Human Consent Registry: Cate Blanchett at the EU Parliament

EditorsNews9 hours ago3 Views

Cate Blanchett presents the Human Consent Registry: a free registry designed to protect faces, voices and identities from unauthorized use by AI.

Artificial intelligence has not only learned to write, sing, draw and imitate. Above all, it has learned to extract value: it takes images, voices, gestures, faces, archives and fragments of identity, then turns them into material that can be trained on, replicated and commercialized.

Cate Blanchett, together with Steven Soderbergh and Nikki Hexum, presented the Human Consent Registry at the European Parliament, a free registry created by RSL Media, the nonprofit organization co-founded by the actress. The idea is that every person should be able to clearly state whether their name, face, voice and identity may be used by artificial intelligence systems.

The Human Consent Registry seems to gather and operationalize the same exposed nerve touched by the “Stealing Isn’t Innovation” campaign: the idea that AI cannot keep calling innovation what, without consent, increasingly resembles a systematic extraction of works, faces and identities.

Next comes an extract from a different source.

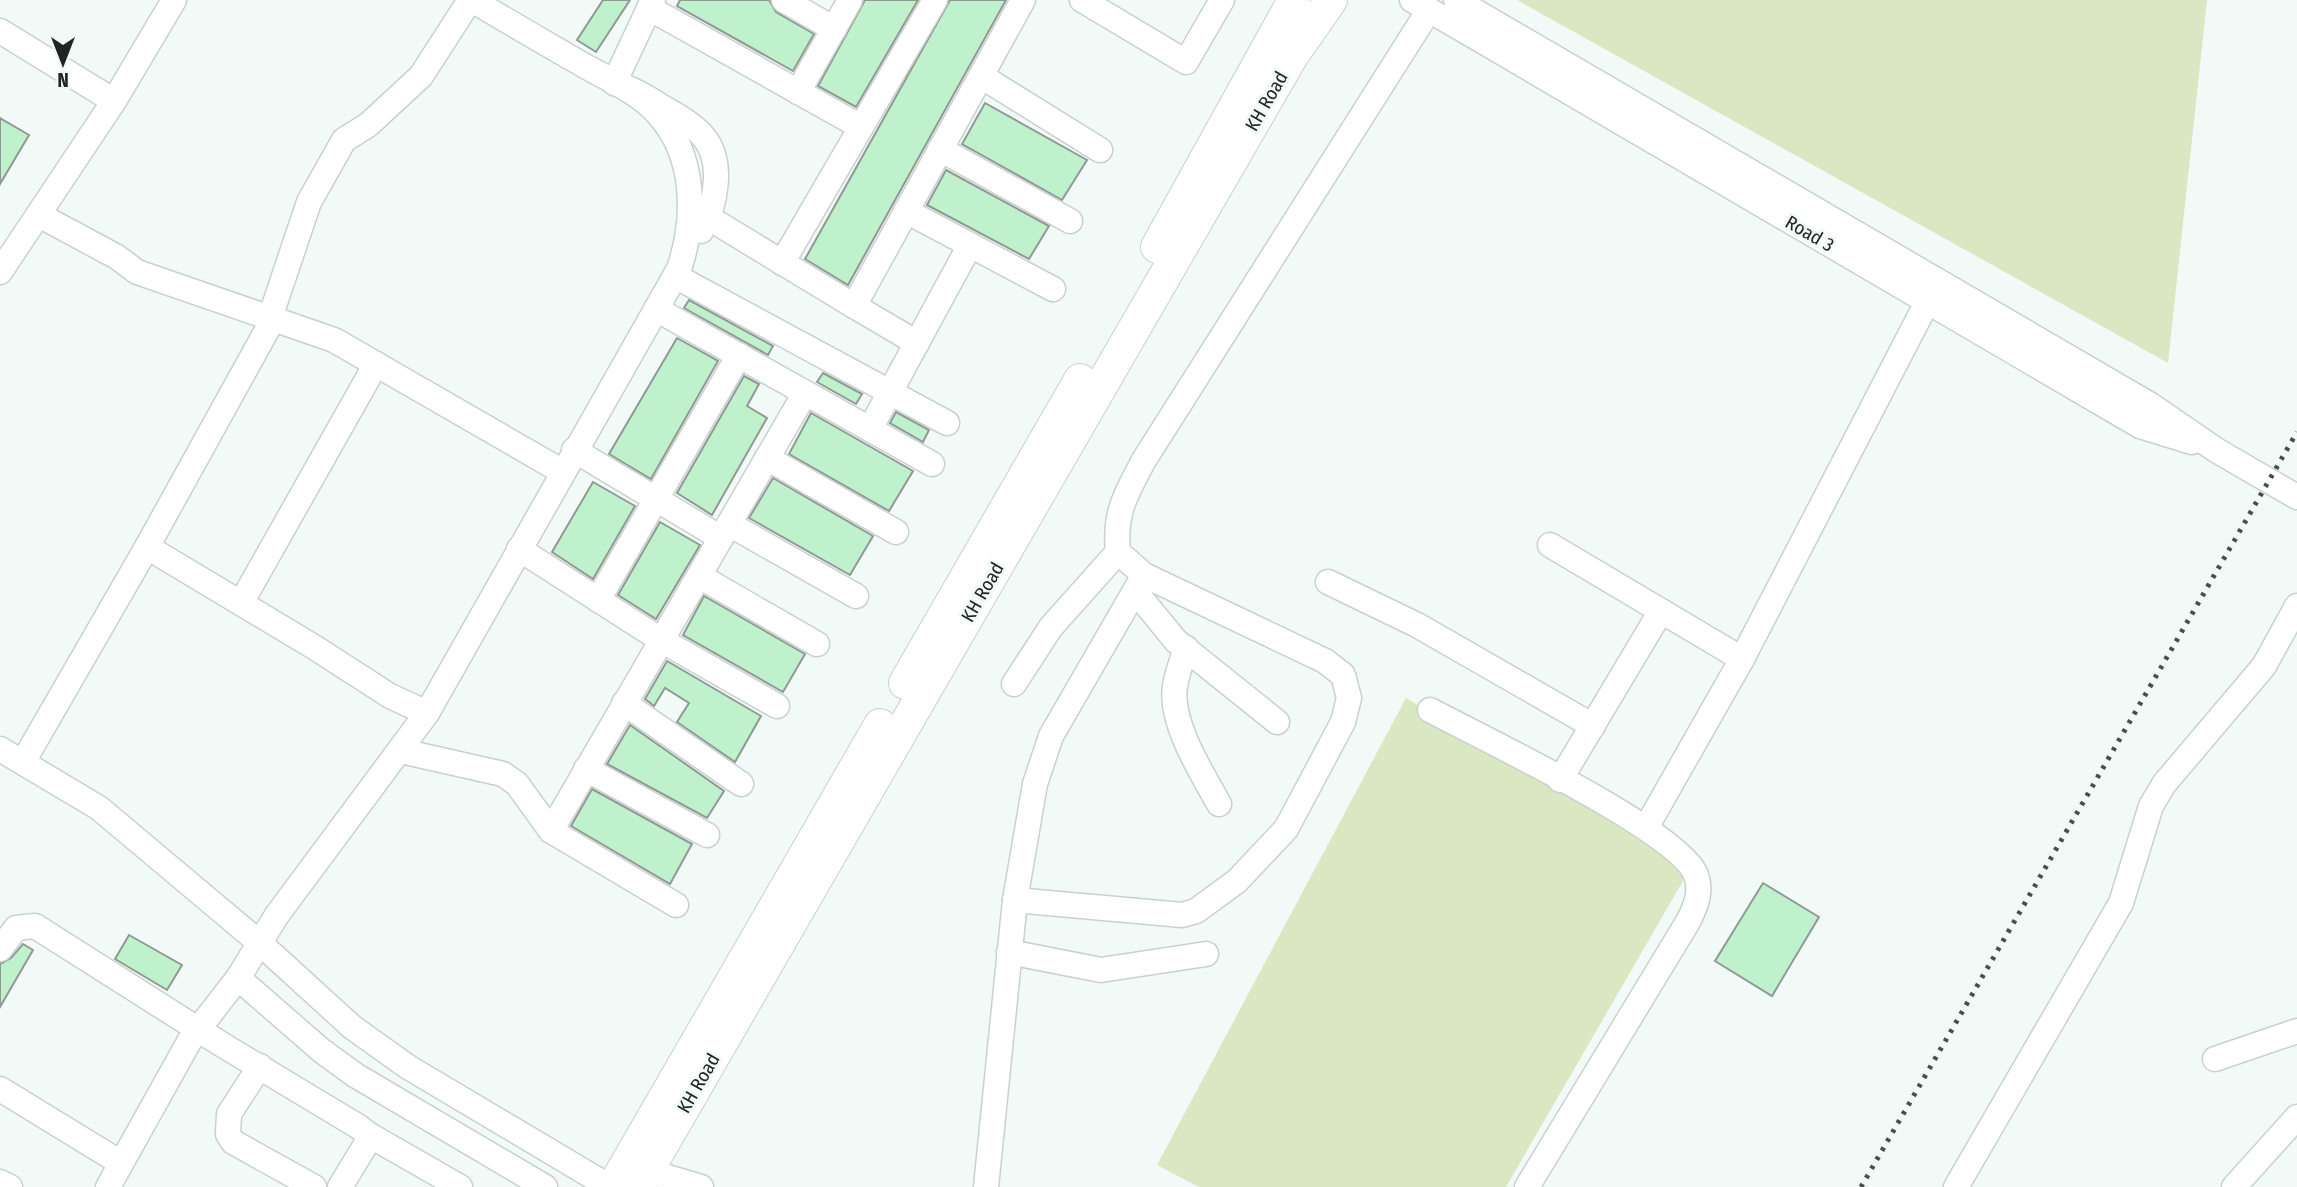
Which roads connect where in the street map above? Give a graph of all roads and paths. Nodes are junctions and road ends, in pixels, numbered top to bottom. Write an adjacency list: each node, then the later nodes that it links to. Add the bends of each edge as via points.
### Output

Consent as infrastructure, not as privilege

The registry works as a kind of consent traffic light: red if use is prohibited, yellow if it is allowed only under certain conditions, green if it is authorized. In the project’s intentions, this declaration should also be readable by models that collect data online. It is an attempt to insert into the web what has so far been glaringly absent: a layer of consent, a minimal grammar for saying, “this is me, and you are not free to turn me into raw material.”

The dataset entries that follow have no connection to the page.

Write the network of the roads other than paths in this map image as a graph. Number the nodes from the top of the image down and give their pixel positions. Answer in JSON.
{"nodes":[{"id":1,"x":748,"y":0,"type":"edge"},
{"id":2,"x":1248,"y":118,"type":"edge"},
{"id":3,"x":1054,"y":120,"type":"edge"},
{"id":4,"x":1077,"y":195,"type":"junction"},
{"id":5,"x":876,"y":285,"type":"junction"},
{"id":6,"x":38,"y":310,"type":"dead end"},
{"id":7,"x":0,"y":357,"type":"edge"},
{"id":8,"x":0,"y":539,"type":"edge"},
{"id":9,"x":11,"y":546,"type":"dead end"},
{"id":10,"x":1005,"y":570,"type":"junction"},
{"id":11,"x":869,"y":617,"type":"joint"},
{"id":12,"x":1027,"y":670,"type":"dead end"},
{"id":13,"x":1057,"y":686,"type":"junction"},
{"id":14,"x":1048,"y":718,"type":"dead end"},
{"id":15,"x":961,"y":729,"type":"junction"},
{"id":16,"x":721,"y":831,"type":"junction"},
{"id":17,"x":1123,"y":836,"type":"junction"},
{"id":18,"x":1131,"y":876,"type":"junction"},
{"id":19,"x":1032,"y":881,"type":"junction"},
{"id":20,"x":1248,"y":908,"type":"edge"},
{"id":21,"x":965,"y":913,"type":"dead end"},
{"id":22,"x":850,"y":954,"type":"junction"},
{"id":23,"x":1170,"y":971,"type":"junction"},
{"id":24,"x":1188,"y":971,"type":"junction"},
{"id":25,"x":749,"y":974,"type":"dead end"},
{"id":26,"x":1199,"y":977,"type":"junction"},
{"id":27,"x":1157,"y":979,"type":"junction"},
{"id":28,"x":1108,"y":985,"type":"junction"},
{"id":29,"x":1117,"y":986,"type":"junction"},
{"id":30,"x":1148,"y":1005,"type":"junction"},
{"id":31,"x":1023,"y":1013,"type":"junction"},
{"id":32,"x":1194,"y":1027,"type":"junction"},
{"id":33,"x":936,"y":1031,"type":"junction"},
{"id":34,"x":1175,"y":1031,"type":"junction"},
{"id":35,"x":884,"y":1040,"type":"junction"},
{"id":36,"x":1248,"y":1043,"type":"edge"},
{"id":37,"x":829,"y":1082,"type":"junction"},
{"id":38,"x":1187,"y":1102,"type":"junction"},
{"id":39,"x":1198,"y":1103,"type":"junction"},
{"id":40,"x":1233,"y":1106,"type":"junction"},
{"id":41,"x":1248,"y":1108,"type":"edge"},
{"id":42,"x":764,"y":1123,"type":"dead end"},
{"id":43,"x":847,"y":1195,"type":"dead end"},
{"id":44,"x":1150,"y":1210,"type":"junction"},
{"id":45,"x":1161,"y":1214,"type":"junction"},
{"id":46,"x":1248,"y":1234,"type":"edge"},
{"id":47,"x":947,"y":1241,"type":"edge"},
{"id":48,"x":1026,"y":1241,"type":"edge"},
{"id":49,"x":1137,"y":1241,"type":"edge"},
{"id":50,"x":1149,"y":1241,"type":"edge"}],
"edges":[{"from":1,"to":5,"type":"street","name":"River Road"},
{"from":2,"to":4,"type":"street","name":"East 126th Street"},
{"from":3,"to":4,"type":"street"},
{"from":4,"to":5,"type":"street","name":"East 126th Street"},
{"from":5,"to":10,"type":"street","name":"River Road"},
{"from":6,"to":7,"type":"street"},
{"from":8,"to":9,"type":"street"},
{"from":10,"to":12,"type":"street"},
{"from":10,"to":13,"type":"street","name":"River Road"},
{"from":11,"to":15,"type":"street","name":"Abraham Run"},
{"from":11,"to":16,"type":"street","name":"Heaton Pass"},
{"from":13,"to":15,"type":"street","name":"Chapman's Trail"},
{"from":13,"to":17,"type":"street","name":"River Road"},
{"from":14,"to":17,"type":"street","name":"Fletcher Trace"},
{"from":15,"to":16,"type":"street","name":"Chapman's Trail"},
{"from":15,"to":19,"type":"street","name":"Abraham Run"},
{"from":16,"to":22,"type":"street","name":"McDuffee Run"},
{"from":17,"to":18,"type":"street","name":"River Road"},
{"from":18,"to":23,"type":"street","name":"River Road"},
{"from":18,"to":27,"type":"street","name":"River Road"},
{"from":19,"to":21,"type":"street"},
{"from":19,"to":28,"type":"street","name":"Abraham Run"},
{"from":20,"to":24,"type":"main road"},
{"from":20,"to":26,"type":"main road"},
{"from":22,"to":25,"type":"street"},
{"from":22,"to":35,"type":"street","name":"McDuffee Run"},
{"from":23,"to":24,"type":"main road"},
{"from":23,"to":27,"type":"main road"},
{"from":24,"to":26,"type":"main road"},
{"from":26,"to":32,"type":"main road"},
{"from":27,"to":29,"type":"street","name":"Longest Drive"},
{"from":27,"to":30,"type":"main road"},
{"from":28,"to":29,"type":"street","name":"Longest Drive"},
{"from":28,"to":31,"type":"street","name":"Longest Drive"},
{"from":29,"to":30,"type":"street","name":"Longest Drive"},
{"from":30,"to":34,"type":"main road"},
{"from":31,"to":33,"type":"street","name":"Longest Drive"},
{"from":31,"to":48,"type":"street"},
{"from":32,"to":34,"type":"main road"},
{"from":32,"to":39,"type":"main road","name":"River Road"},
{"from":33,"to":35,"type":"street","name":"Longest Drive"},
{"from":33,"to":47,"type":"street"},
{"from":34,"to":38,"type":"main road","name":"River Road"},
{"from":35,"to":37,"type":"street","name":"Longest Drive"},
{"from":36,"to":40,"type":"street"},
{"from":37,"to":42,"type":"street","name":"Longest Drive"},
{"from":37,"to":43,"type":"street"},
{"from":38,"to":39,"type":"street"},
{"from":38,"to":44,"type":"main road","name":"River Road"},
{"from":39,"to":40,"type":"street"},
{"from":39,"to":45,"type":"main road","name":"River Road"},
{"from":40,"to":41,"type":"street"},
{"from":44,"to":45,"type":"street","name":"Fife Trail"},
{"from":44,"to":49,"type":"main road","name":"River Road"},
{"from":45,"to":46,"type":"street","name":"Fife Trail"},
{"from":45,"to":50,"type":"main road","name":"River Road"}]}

Today, many forms of protection against the misuse of one’s image cost enormous sums, creating a system in which rights truly exist only for those who can pay for them. Soderbergh argues: “If there is going to be a solution, it has to be built on this kind of structure, otherwise we will create a multi-tiered system in which some people will have access to these rights and protections, while those who cannot pay will be excluded.”

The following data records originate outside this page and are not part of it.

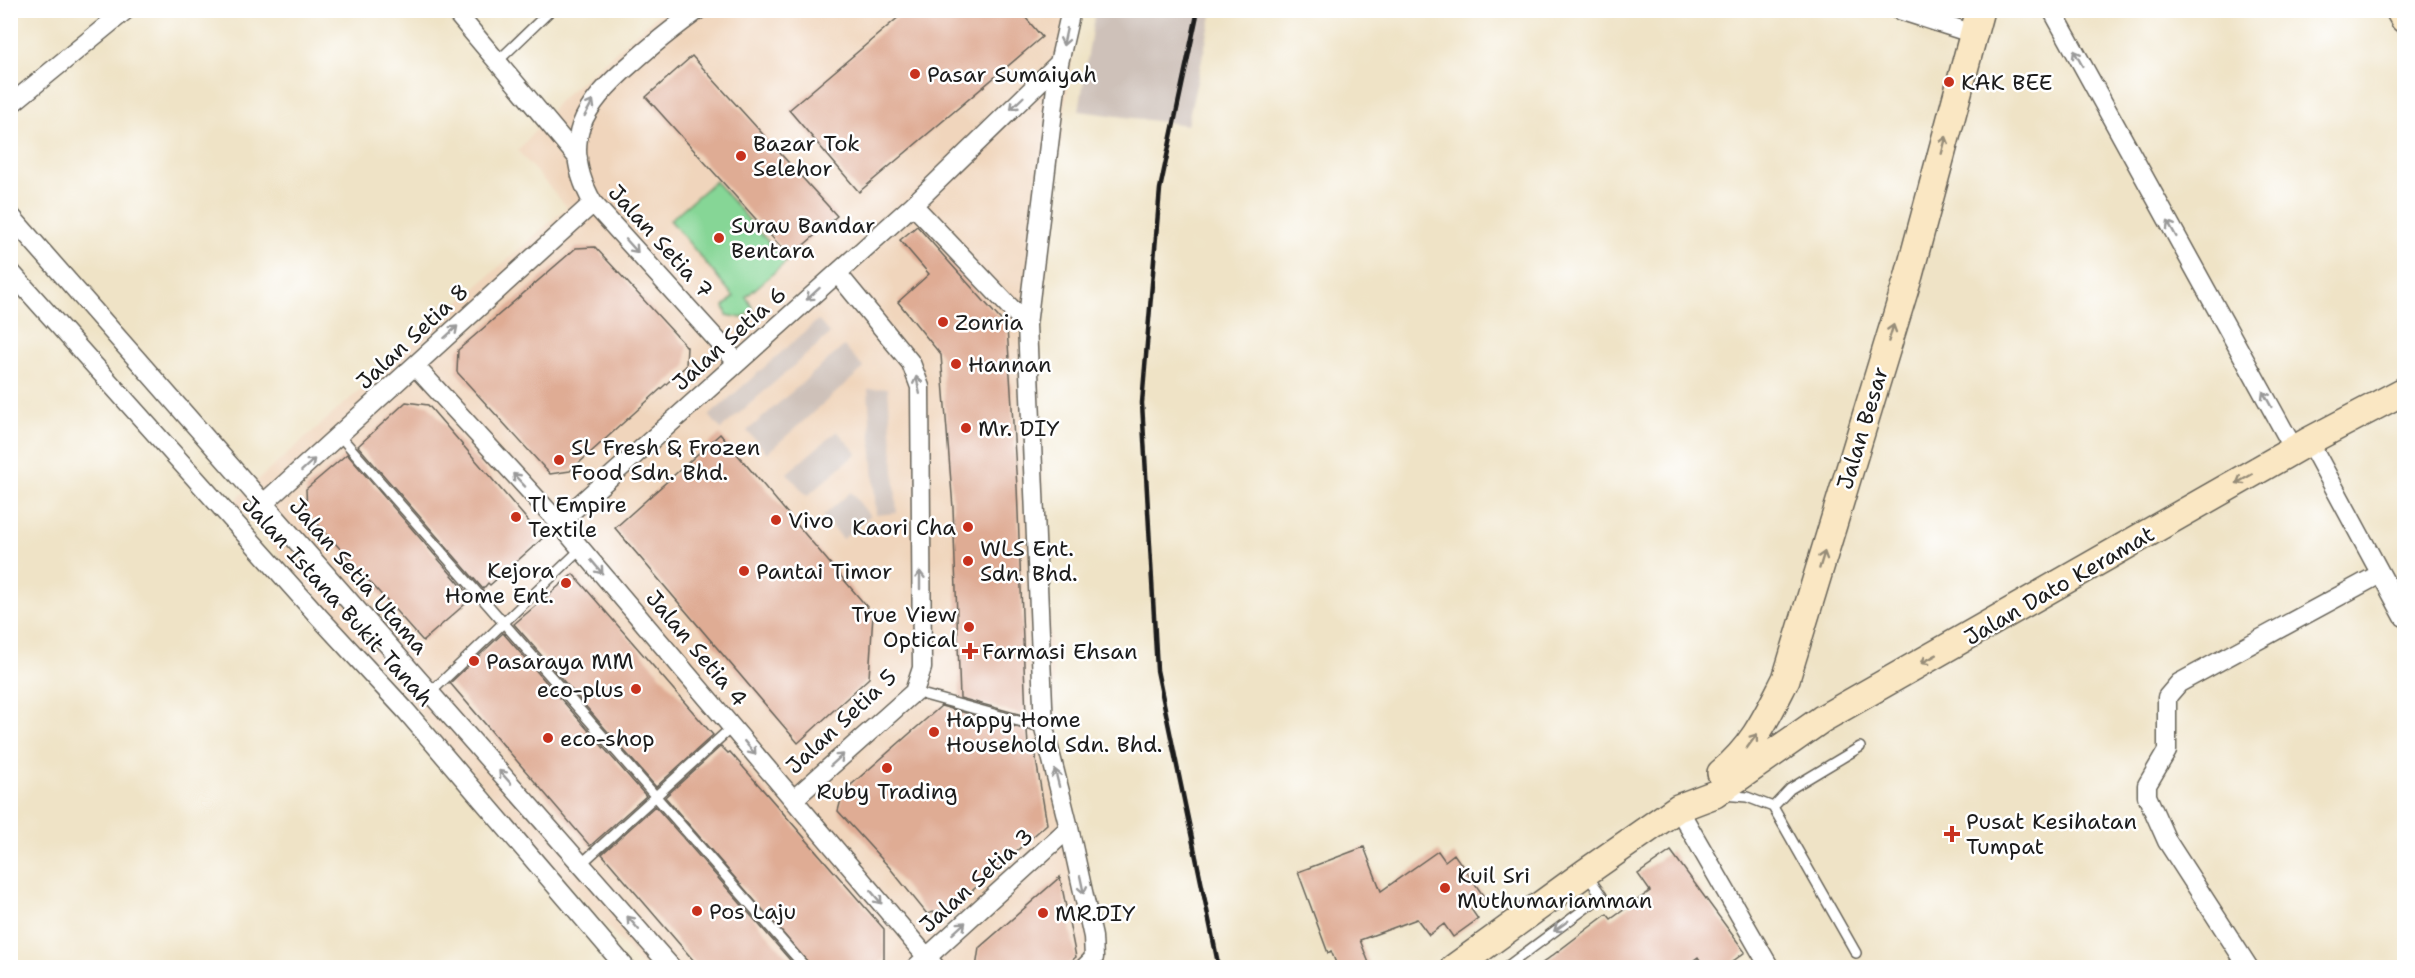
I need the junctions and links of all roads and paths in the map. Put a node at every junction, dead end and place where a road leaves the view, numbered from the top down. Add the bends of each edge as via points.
1 (126, 10) edge
2 (454, 10) edge
3 (551, 10) edge
4 (698, 10) edge
5 (1071, 10) edge
6 (1899, 10) edge
7 (2052, 10) edge
8 (2399, 10) edge
9 (2404, 19) edge
10 (1977, 22) edge
11 (497, 62) junction
12 (1059, 63) junction
13 (10, 105) edge
14 (578, 158) junction
15 (592, 203) junction
16 (913, 205) junction
17 (10, 215) edge
18 (10, 271) edge
19 (837, 273) junction
20 (1027, 325) junction
21 (737, 362) junction
22 (414, 366) junction
23 (2404, 391) edge
24 (340, 435) junction
25 (2302, 446) junction
26 (264, 504) junction
27 (559, 523) junction
28 (581, 549) junction
29 (2380, 574) junction
30 (2404, 616) edge
31 (505, 622) junction
32 (1786, 679) junction
33 (914, 692) junction
34 (430, 693) junction
35 (1822, 719) junction
36 (732, 727) junction
37 (1044, 728) junction
38 (1860, 747) dead end
39 (1715, 794) junction
40 (657, 795) junction
41 (794, 799) junction
42 (1773, 807) junction
43 (1678, 808) junction
44 (1069, 828) junction
45 (581, 864) junction
46 (1585, 873) junction
47 (1856, 953) dead end
48 (926, 964) edge
49 (626, 968) edge
50 (672, 968) edge
51 (806, 968) edge
52 (1084, 968) edge
53 (1454, 968) edge
54 (1505, 968) edge
55 (1770, 968) edge
56 (2250, 968) edge

1 - 13 street
2 - 11 street
3 - 11 lane
14 -> 4 street, Jalan Setia 7 via 579,129 593,100
5 -> 12 street
6 - 10 street
25 -> 7 street
8 - 9 street
32 -> 10 street, Jalan Besar via 1909,275
11 - 14 street
12 -> 16 street, Jalan Setia 6
12 - 20 street
14 - 15 street, Jalan Setia 7 via 579,172
15 -> 21 street, Jalan Setia 7
22 -> 15 street, Jalan Setia 8
16 - 19 street, Jalan Setia 6
16 - 20 street
17 - 26 street, Jalan Setia Utama
18 - 49 street, Jalan Istana Bukit Tanah via 406,711
19 -> 21 street, Jalan Setia 6
33 -> 19 street, Jalan Setia 5 via 922,668 920,387 911,363
20 - 37 street
21 - 27 street, Jalan Setia 6
22 - 24 street, Jalan Setia 8
27 -> 22 street, Jalan Setia 4
23 - 25 street, Jalan Dato Keramat
26 -> 24 street, Jalan Setia 8
24 - 31 lane
25 - 29 street
25 -> 35 street, Jalan Dato Keramat
26 - 34 street, Jalan Setia Utama
27 - 28 street, Jalan Setia 4
28 - 31 lane
28 -> 36 street, Jalan Setia 4
29 - 30 street
29 - 56 street via 2179,683 2167,697 2167,751 2147,785 2147,796 2167,841
31 - 34 lane
31 - 40 lane
32 - 35 street via 1788,695 1798,715 1807,721
43 -> 32 street, Jalan Besar via 1739,758 1758,733
33 - 37 lane
41 -> 33 street, Jalan Setia 5
45 -> 34 street, Jalan Setia Utama
35 - 39 street, Jalan Dato Keramat
36 - 40 lane
36 -> 41 street, Jalan Setia 4
44 -> 37 street
38 - 42 lane via 1790,789
39 - 42 lane via 1747,797
39 - 43 street, Jalan Dato Keramat
40 - 45 lane
40 - 51 lane
41 -> 48 street, Jalan Setia 4
42 - 47 lane
43 - 46 street
43 - 55 street
48 -> 44 street, Jalan Setia 3
44 -> 52 street via 1093,937 1094,958
50 -> 45 street, Jalan Setia Utama
46 - 53 street
46 -> 54 lane via 1602,896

Blanchett challenges the idea, increasingly useful to the interests of platforms and parts of the creative industry, that human consent is an obstacle to be overcome in the name of efficiency: when production claims the right to emancipate itself from the permission of the people it uses, innovation changes face and begins to resemble an organized form of appropriation.

Laws are beginning to arrive, but concrete protection still lags behind

The European AI Act has opened an initial regulatory front, while in the United States the NO FAKES Act attempts to intervene against unauthorized digital replicas of voices, faces and images. The problem is that between a general law and a person’s ability to clearly state what AI can do with their identity, there is still an enormous gap.

In that gap move lawyers, registered trademarks and defensive strategies that are mostly accessible to those who can afford them. It is no coincidence that figures such as Taylor Swift and Matthew McConaughey have sought to legally protect their voices and images, turning their identities into assets to be locked down before someone else turns them into synthetic material.

The Human Consent Registry will not solve the relationship between AI and rights on its own, but it introduces something that technological enthusiasm tends to remove: the necessary act of reflection. “This standard will not revolutionize our relationship with AI overnight,” Blanchett said. “The more people adopt it, the greater its chances of having a real impact. But we have to start somewhere, because a lack of reflection is the enemy of creativity.”